Error handling and resilience: Agents interact with external systems that can fail. Build resilience by:

  • Implementing retry logic with exponential backoff
  • Designing fallback behaviors when tools fail
  • Implementing timeouts to prevent hanging requests
  • Logging failures for debugging and improvement

Testing and validation: Agent behavior is harder to test than traditional code. Implement:

  • Scenario-based testing covering common use cases
  • Edge case testing for unusual inputs
  • Regression testing when modifying agent behavior
  • User testing to validate that agents actually solve user problems

Monitoring and observability: You need visibility into agent behavior in production. Track:

  • Request latency and throughput
  • Tool call patterns and failures
  • User satisfaction and feedback
  • Cost per request and total spending
  • Agent behavior anomalies

The agent landscape is evolving rapidly. Guidance on which AI models to use in the agentic era suggests that agent capabilities, model quality, and platform features will continue improving.

For long-term planning, consider:

  • Model evolution: Claude models are improving rapidly; your agent implementation should be able to adopt new models easily
  • Platform maturity: Vertex AI Agent Builder and similar platforms will likely add features and improve over time
  • Competitive landscape: The choice between platforms will likely expand; avoid lock-in where possible
  • Cost structures: As competition increases, pricing models may change; build flexibility into your cost assumptions

When making architectural decisions, favor approaches that don’t lock you in permanently. If you choose Vertex AI Agent Builder, ensure you can migrate to custom implementations if needed. If you build custom implementations, keep abstractions clean so you can potentially adopt managed platforms later.

Conclusion: Making Your Decision

The choice between Vertex AI Agent Builder and custom Claude agents isn’t about which is objectively better—it’s about which fits your situation, constraints, and capabilities.

Vertex AI Agent Builder excels at reducing operational complexity and enabling rapid deployment. It’s ideal for teams wanting managed infrastructure, rapid time-to-value, and integration with Google Cloud services. The platform handles infrastructure, scaling, and compliance, letting your team focus on defining agent behavior.

Custom Claude implementations offer maximum flexibility, control over costs at scale, and integration with existing infrastructure. They’re ideal for teams with strong engineering capabilities, specific customization requirements, or existing platforms they want to extend with AI capabilities.

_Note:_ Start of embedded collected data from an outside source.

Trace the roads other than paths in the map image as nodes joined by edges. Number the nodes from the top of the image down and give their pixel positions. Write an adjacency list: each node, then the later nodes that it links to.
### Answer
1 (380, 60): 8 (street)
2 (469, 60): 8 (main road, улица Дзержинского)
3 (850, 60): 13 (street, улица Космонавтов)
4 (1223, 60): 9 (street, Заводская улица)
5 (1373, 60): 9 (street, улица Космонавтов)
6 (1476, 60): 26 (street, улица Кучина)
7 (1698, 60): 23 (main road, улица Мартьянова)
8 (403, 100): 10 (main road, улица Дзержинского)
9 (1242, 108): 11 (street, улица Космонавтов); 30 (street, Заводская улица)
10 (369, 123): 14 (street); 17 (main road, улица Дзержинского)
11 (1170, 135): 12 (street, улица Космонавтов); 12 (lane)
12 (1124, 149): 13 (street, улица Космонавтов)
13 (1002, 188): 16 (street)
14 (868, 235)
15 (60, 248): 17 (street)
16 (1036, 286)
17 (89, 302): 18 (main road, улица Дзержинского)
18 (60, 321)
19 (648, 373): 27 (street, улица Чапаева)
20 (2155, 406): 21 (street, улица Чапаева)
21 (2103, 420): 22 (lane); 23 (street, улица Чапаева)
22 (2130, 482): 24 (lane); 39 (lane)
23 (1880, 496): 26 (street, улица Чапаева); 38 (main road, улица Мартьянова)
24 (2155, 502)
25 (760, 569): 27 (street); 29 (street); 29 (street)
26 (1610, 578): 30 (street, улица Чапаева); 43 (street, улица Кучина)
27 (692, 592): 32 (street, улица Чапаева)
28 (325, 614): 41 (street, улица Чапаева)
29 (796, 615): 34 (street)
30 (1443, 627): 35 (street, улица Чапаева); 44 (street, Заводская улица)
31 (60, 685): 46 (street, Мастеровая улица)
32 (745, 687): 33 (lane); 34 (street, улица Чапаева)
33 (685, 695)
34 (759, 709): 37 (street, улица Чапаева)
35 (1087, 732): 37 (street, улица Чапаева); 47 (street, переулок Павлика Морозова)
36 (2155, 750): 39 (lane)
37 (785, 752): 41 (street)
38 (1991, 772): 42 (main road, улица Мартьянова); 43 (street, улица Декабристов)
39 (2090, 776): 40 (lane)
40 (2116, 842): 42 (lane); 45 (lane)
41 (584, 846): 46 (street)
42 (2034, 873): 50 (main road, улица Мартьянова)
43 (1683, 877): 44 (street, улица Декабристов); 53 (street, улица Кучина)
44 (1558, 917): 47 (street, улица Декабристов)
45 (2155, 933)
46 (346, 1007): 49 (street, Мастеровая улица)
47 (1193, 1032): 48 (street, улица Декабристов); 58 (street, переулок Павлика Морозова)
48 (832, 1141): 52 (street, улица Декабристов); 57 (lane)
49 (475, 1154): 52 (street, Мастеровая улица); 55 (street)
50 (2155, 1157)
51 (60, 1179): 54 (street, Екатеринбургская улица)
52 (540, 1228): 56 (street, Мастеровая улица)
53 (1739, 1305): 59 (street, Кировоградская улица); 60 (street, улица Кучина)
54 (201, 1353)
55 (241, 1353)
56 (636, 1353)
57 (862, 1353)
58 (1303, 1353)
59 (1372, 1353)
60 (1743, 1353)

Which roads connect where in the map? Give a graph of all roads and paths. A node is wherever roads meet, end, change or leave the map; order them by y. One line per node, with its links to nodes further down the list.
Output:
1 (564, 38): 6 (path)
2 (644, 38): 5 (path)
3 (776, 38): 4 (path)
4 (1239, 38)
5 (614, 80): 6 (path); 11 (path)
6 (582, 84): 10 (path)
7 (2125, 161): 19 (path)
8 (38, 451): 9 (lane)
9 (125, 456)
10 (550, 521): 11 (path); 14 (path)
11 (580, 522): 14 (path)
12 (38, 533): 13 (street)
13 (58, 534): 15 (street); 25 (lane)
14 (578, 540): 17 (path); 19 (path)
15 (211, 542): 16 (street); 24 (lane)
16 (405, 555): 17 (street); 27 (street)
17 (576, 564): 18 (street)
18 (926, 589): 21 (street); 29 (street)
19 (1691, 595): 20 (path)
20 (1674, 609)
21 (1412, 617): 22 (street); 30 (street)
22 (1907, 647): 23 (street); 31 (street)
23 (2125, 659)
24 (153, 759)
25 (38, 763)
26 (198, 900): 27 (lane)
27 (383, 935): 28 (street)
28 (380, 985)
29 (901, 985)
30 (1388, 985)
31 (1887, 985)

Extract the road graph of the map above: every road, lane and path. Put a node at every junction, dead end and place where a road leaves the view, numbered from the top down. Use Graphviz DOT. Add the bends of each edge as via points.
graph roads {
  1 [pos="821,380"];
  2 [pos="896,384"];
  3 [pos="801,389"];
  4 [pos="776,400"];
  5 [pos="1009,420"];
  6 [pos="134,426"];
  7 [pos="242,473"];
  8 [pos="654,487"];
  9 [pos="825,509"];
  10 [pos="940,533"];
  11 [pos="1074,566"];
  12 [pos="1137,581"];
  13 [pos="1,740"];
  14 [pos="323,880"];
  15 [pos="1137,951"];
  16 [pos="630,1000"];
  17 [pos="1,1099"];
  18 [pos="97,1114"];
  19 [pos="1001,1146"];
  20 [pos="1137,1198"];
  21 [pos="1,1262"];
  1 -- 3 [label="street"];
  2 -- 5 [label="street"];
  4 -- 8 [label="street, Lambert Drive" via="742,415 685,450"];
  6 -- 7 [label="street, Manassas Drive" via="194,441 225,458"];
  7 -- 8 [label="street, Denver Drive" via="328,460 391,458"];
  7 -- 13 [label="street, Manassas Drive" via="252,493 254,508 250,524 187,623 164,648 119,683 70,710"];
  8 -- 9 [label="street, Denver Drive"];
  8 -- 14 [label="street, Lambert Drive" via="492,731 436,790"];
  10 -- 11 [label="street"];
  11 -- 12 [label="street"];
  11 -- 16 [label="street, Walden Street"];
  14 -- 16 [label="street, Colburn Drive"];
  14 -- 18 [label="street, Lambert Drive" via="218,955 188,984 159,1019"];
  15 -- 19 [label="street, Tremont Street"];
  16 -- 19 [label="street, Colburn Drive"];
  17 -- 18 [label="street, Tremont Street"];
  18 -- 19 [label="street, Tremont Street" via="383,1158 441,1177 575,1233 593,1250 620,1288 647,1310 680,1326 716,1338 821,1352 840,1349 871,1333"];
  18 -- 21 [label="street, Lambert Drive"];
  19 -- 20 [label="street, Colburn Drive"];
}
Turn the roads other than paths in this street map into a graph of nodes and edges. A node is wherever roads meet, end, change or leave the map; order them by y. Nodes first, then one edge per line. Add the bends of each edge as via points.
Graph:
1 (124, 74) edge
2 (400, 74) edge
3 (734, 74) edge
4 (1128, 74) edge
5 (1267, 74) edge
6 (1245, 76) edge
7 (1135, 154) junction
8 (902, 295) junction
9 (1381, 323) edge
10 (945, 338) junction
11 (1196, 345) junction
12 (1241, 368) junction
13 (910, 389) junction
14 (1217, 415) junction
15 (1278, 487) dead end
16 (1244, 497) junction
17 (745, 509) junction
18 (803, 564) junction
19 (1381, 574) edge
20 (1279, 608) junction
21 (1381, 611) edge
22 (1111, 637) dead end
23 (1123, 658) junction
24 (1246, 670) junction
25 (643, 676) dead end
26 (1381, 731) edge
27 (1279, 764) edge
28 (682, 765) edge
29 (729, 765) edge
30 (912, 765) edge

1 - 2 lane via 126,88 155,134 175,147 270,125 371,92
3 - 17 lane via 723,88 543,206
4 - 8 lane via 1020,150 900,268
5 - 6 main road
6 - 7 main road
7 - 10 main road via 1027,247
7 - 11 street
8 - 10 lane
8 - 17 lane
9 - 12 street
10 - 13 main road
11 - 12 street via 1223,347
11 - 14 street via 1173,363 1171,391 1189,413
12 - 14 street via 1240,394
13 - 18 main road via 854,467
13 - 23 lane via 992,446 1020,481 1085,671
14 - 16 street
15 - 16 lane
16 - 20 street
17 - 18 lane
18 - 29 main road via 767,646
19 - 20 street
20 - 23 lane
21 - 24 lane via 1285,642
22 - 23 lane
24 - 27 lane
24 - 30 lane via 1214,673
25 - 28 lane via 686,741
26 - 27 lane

For data and analytics teams specifically, consider how this decision aligns with your broader platform strategy. If you’re adopting managed analytics platforms, the same principles that make managed platforms valuable—operational simplicity, rapid deployment, expert support—apply to agents. If you’re building custom solutions or extending existing platforms, custom agents likely fit better.

Start by clarifying your requirements: How quickly do you need to ship? What’s your scale? What’s your existing infrastructure? What customization do you need? Answer these questions honestly, and the right choice becomes clear.

Regardless of which path you choose, the future of data and analytics is increasingly agentic. AI agents will become the primary interface for data exploration, insight generation, and decision support. Getting this decision right now sets you up for success as these capabilities mature and become central to how your organization uses data.